Złamana ręka lidera Falubazu Zielona Góra to bardzo zła informacja dla klubu, jak i samego zawodnika. Zielonogórzanie wciąż są przed barażową walką o utrzymanie w PGE Ekstralidze. 26-latek miał też spore szanse na medal w cyklu Speedway Grand Prix. Plany te zniweczył wypadek podczas półfinałowego meczu szwedzkiej Elitserien.
Słowa wsparcia dla Patryka Dudka płyną z każdej strony. Również z Gorzowa. - Źle odebrałem wiadomości o Patryku. Życzę mu dużo zdrowia, pisałem do niego i od razu odpisał - przyznał Bartosz Zmarzlik.
Czołowy żużlowiec Cash Broker Stali Gorzów, podobnie jak wielu ekspertów, podejrzewa, że walka drużyny z Winnego Grodu do łatwych należeć nie będzie, a po kontuzji Dudka może okazać się jeszcze trudniejsza. Mnóstwo osób nie wyobraża sobie Ekstraligi bez lubuskich derbów. - To trudny moment dla lubuskiego żużla. Trzymam kciuki za Zieloną Górę, bo nie może być tak, żeby nie było ich w Ekstralidze - mówił 23-latek.

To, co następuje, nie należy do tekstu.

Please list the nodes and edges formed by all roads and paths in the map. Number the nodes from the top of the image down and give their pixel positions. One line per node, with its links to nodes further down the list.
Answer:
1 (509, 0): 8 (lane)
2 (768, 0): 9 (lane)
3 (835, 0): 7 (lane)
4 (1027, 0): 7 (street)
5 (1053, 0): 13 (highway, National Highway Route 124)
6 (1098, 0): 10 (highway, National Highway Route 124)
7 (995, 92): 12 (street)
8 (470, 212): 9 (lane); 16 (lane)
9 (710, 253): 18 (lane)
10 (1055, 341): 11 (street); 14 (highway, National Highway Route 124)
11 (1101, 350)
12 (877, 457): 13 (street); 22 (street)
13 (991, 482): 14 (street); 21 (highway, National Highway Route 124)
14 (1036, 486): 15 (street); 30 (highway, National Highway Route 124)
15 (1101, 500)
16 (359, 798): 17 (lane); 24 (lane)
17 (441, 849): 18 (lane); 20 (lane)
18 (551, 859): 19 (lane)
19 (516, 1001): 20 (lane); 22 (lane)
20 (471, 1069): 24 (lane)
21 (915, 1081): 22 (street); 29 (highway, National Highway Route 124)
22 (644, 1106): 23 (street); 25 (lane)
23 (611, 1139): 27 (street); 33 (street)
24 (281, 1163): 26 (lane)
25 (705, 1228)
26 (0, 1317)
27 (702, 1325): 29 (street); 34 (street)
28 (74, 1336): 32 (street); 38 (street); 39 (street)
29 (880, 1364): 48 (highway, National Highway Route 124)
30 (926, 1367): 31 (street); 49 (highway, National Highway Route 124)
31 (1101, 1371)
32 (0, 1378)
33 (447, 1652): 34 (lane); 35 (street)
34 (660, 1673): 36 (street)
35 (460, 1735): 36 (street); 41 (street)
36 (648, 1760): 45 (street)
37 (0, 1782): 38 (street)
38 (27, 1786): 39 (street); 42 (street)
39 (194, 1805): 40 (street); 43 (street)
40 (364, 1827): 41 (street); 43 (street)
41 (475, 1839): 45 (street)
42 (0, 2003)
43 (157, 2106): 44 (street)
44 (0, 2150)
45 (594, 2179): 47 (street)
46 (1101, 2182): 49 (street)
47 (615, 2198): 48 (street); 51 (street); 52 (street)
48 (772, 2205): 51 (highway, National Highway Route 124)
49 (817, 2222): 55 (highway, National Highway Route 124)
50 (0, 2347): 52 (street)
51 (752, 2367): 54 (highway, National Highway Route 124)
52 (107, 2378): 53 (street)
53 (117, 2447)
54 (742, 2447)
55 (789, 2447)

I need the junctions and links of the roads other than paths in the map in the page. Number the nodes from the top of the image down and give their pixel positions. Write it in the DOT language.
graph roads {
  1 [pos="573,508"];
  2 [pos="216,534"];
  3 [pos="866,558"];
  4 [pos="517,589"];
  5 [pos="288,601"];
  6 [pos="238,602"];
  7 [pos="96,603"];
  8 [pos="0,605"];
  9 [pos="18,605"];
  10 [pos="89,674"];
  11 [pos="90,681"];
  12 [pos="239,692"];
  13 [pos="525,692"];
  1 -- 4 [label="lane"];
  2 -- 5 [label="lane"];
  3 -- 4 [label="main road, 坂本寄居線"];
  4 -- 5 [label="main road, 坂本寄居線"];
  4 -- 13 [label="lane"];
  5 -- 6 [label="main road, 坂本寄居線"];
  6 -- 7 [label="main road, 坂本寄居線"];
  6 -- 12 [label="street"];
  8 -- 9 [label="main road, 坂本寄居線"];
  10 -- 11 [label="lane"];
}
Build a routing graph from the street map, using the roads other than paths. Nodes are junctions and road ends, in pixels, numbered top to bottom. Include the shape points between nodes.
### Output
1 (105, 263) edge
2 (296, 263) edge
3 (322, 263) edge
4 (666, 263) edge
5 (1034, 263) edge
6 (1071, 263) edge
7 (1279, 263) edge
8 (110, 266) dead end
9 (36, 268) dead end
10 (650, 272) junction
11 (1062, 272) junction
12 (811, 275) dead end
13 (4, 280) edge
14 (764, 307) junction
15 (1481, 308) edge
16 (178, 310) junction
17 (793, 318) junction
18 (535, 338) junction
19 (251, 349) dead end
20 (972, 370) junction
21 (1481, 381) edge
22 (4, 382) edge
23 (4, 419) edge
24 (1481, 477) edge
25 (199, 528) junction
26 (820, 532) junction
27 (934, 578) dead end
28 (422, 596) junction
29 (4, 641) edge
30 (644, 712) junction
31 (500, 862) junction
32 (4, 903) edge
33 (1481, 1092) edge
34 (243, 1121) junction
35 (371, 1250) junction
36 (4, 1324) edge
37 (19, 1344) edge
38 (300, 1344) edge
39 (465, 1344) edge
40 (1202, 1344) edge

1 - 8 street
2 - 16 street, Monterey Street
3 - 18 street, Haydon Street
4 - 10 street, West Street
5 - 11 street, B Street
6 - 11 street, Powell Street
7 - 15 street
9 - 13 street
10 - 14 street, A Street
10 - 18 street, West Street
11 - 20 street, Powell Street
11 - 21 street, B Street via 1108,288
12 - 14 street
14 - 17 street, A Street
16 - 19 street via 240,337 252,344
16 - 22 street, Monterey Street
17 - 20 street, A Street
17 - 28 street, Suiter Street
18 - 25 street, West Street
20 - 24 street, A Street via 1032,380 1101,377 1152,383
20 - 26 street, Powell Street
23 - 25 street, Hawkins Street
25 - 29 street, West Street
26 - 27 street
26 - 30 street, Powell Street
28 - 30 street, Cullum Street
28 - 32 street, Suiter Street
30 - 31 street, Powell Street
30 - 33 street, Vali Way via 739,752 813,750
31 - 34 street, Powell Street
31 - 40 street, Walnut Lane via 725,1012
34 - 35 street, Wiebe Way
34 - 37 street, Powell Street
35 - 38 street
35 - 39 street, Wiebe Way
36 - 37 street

Dla gorzowianina w GP zmienia to tyle, że z walki o medale odpada jeden z rywali. Z drugiej strony Dudek mógłby odbierać punkty Taiowi Woffindenowi, którego wicelider klasyfikacji próbuje dogonić. - Patryk walczył też o medal w Grand Prix i to dla niego zły moment. Poleciał się leczyć i miejmy nadzieję, że wróci jak najszybciej - zakończył Zmarzlik.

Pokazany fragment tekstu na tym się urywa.